I slink over to the deli case and eye the premade sandwiches to find an egg salad sandwich. Nope. Don't trust egg salad that I don't make. I eye the various salads and sides sitting in platters in the deli case to see if I can make a meal, and decide on a small serving of Harvest Ravioli with cheese and spinach-filled raviolis, green beans, asparagus, sun dried tomatoes, pine nuts, and goat cheese in a balsamic dressing; and a small side of roasted asparagus.
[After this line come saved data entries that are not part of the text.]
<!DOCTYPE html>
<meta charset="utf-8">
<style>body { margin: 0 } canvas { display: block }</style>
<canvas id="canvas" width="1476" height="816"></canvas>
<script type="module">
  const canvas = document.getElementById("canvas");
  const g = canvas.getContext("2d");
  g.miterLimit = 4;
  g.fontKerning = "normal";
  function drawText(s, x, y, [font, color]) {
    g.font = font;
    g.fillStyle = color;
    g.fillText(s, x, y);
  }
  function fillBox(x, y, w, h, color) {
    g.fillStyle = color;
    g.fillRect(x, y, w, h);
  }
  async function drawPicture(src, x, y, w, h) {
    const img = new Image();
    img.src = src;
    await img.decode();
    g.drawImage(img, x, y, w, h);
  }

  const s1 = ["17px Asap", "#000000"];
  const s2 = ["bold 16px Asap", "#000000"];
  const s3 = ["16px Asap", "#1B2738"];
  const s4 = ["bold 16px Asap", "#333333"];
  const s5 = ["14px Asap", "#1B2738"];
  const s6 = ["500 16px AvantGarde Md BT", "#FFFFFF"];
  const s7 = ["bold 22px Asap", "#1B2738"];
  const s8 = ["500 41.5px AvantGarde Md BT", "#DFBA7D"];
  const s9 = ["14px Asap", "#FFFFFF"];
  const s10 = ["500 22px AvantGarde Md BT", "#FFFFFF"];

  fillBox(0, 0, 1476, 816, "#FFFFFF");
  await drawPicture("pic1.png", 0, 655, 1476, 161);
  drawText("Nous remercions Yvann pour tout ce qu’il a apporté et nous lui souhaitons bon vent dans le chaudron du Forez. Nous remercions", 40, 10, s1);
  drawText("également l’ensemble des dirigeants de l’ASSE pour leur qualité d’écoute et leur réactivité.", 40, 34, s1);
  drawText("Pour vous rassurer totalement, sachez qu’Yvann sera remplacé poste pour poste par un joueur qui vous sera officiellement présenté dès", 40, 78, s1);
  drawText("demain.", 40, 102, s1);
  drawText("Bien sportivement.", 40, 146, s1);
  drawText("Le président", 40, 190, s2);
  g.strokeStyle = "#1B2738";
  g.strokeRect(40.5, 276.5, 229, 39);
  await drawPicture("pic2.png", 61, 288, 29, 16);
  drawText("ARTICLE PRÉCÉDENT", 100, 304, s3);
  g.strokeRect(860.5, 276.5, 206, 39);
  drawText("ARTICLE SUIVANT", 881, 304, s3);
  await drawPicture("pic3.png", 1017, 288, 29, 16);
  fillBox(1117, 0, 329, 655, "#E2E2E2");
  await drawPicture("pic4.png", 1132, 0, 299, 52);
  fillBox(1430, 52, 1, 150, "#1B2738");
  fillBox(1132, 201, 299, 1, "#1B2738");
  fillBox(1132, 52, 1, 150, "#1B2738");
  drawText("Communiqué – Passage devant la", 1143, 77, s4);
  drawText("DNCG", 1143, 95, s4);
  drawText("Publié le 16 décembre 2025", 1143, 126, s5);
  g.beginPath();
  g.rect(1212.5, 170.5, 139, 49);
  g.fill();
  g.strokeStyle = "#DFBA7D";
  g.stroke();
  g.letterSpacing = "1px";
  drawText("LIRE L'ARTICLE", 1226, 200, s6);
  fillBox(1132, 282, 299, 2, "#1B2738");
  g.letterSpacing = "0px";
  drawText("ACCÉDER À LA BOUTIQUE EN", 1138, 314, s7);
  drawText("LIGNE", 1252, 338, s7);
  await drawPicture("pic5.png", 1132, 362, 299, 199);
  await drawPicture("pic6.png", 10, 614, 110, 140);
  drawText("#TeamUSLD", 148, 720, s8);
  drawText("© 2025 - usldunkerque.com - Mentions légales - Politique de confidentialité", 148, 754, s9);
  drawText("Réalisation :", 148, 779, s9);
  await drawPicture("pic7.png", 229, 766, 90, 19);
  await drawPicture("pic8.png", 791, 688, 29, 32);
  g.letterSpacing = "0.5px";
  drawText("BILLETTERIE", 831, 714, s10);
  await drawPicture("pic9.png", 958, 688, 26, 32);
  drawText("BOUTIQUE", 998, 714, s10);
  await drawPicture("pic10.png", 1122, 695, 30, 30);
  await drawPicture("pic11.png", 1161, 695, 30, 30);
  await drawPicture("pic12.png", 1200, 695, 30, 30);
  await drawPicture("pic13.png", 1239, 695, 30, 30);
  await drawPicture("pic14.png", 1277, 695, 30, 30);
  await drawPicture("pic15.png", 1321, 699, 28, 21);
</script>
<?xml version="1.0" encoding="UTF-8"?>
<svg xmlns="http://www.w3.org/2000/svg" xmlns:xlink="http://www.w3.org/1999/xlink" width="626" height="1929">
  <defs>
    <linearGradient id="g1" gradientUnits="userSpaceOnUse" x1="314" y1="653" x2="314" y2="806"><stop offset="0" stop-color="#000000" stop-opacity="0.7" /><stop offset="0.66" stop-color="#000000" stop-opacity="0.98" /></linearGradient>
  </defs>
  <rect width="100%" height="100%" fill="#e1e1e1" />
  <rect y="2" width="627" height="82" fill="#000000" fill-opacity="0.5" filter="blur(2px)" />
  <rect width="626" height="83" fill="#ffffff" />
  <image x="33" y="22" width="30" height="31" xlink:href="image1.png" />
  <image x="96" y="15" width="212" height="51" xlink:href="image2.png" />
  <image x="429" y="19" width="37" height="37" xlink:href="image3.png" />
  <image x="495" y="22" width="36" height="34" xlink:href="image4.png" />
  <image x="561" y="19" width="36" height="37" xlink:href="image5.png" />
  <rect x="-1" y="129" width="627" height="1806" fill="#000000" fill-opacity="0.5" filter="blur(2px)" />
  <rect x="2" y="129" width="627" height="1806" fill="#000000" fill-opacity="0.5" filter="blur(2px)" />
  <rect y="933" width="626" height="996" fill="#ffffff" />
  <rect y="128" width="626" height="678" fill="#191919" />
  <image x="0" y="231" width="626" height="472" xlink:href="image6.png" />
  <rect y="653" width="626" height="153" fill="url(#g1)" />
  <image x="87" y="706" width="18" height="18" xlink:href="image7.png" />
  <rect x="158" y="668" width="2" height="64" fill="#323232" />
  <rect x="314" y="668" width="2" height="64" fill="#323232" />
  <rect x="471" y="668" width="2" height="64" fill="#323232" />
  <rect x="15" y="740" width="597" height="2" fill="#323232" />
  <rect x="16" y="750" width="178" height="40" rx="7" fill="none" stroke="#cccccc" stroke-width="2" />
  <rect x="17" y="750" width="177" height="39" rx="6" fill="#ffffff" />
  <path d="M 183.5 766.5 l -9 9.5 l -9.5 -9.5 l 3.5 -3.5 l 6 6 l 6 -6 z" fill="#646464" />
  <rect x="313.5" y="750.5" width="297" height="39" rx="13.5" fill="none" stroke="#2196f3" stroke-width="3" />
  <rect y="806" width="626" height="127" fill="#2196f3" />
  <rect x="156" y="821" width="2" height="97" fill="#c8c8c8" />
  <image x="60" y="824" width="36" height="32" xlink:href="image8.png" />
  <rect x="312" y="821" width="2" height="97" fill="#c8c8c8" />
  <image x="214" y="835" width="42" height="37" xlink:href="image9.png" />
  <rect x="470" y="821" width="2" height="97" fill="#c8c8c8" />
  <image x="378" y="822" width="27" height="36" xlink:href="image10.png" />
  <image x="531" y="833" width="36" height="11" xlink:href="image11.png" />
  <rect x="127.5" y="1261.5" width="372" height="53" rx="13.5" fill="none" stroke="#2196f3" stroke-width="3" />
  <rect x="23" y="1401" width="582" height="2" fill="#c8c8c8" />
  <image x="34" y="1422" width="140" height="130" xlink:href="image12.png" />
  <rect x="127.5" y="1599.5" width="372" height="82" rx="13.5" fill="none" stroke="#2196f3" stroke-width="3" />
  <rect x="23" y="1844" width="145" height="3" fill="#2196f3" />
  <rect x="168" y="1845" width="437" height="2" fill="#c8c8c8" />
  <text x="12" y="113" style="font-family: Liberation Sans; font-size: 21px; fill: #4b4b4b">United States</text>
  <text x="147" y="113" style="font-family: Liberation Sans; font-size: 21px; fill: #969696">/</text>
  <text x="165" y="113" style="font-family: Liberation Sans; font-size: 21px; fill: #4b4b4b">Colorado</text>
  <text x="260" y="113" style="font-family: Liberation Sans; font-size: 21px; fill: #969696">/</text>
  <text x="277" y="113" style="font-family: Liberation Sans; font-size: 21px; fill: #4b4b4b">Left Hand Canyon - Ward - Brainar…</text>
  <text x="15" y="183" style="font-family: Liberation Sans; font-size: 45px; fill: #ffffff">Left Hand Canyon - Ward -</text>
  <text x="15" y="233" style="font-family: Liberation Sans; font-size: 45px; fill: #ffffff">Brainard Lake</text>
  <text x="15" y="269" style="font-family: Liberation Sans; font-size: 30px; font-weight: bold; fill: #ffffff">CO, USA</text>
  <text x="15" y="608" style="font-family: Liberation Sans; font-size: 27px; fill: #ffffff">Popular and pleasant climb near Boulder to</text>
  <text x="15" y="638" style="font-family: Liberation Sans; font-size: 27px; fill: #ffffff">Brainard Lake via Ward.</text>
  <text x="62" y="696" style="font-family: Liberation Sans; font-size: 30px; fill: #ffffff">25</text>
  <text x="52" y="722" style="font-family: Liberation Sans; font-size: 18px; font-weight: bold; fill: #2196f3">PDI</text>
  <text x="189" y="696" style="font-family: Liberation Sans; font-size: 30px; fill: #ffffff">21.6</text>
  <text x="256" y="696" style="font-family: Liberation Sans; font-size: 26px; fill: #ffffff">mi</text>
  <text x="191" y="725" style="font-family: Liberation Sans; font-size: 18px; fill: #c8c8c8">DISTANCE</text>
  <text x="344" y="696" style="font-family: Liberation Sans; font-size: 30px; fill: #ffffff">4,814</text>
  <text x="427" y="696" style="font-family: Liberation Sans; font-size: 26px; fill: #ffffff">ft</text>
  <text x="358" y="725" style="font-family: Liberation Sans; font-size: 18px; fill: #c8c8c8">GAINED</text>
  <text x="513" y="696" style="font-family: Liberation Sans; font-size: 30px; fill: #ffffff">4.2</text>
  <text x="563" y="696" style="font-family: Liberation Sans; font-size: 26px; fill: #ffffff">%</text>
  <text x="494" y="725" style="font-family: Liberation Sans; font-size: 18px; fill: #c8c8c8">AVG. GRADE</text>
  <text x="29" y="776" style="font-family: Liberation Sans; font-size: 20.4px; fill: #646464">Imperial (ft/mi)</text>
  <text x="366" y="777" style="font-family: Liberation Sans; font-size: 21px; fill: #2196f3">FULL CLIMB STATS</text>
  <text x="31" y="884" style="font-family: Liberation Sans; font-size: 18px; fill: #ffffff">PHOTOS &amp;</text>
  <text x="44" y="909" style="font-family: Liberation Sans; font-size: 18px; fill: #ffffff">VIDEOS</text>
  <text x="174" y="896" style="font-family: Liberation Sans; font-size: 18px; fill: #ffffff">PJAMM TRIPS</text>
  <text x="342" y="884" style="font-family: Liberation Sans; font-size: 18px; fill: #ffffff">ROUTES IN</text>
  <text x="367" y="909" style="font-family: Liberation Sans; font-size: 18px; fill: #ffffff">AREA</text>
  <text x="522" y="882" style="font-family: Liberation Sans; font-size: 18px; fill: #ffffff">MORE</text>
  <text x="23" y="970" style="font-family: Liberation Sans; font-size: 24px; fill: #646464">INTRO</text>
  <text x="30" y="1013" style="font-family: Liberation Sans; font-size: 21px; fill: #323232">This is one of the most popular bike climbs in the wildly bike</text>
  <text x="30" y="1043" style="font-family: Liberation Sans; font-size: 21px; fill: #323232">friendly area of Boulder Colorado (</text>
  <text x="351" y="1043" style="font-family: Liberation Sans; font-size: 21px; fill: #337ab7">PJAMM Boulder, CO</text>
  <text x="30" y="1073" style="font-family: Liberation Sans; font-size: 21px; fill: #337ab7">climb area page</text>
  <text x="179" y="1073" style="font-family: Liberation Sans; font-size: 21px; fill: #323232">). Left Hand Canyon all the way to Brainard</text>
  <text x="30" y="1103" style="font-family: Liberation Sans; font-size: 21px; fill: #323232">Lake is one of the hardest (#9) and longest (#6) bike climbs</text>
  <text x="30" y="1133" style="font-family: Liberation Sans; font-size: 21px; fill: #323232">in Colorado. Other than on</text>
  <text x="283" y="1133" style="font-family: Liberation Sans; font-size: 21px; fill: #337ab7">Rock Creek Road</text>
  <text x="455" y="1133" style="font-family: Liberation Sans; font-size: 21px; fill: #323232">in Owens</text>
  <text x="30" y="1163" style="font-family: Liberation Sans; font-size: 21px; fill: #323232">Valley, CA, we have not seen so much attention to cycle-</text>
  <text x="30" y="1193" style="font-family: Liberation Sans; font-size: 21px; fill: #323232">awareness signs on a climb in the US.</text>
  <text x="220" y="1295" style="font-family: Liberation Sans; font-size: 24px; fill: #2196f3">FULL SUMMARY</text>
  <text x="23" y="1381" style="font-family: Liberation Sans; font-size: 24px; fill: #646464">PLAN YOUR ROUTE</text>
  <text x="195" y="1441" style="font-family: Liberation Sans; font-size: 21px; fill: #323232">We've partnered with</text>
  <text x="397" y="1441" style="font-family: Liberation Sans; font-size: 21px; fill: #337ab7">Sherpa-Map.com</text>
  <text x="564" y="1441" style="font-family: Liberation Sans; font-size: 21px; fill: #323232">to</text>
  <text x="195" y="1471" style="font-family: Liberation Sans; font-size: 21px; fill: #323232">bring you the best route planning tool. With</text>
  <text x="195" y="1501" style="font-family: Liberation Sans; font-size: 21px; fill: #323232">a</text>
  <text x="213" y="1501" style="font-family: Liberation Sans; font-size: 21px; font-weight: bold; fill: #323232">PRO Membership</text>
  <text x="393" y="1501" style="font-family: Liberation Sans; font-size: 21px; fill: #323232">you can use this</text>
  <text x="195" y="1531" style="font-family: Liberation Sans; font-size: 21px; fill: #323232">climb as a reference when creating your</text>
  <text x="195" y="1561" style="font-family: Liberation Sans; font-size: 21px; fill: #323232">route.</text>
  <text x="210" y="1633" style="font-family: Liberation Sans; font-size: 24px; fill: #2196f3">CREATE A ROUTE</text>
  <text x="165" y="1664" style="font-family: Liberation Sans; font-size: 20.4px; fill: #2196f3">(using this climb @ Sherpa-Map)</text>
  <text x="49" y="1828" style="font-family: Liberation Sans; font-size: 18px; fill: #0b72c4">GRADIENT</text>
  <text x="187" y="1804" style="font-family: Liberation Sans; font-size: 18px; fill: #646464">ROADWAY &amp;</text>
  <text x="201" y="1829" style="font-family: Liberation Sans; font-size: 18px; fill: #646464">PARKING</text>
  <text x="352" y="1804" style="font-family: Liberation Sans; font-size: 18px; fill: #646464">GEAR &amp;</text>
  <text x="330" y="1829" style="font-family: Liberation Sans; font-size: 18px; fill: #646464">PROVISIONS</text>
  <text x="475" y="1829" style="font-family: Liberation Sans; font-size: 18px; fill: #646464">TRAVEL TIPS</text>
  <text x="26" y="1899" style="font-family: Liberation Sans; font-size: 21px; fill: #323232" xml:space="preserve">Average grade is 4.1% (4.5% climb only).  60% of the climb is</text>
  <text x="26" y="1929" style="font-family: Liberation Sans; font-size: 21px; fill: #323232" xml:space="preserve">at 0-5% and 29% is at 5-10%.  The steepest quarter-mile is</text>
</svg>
I asked for small (what would fit in a small plastic container at deli counters), but the serving of two ravioli's I got was pretty skimpy; I left feeling hungry. The raviolis were nothing to speak of, but the green beans, asparagus, sun dried tomatoes, and goat cheese tossed with balsamic were actually pretty tasty. Sun dried tomatoes are great powerhouses of flavor, and I just don't see them that often anymore. Are Sun dried tomatoes passé? If so, bring them back. The asparagus were perfectly fine, lightly oiled and seasoned, roasted spears.
Just Desserts Cafe briefly partnered up with Lapp's to offer baked goods on the premises, and a Just Desserts Cafe rep was offering up cookie samples, so, duh, I took one. Very pleasant, crispy, sugar cookie with hint of almond. Just Desserts Cafe's web site, now says they are no longer partnered with Lapp's. Pity.

Day 2
There's nothing vegetarian on the specials board. I'm not feeling a salad. I've already sampled a bit from the deli case. I leave and eat some where else.

Day 3
There's still nothing vegetarian on the specials board. I'm not doing the deli case again. I rarely crave salads when eating out, but had just baked over 100 cookies (and tested a few), so a salad actually sounds attractive.
I order the only salad I can eat -- the Market salad -- which comes with assorted veggies, and, this day, came with beets, cucumber pickles, roasted peppers, and carrot raisin salad. It was interesting that the veggie toppings are piled along the rim of the plate, and not on top of the salad, but I guess this is great if you're picky and like to distribute your topping as you please.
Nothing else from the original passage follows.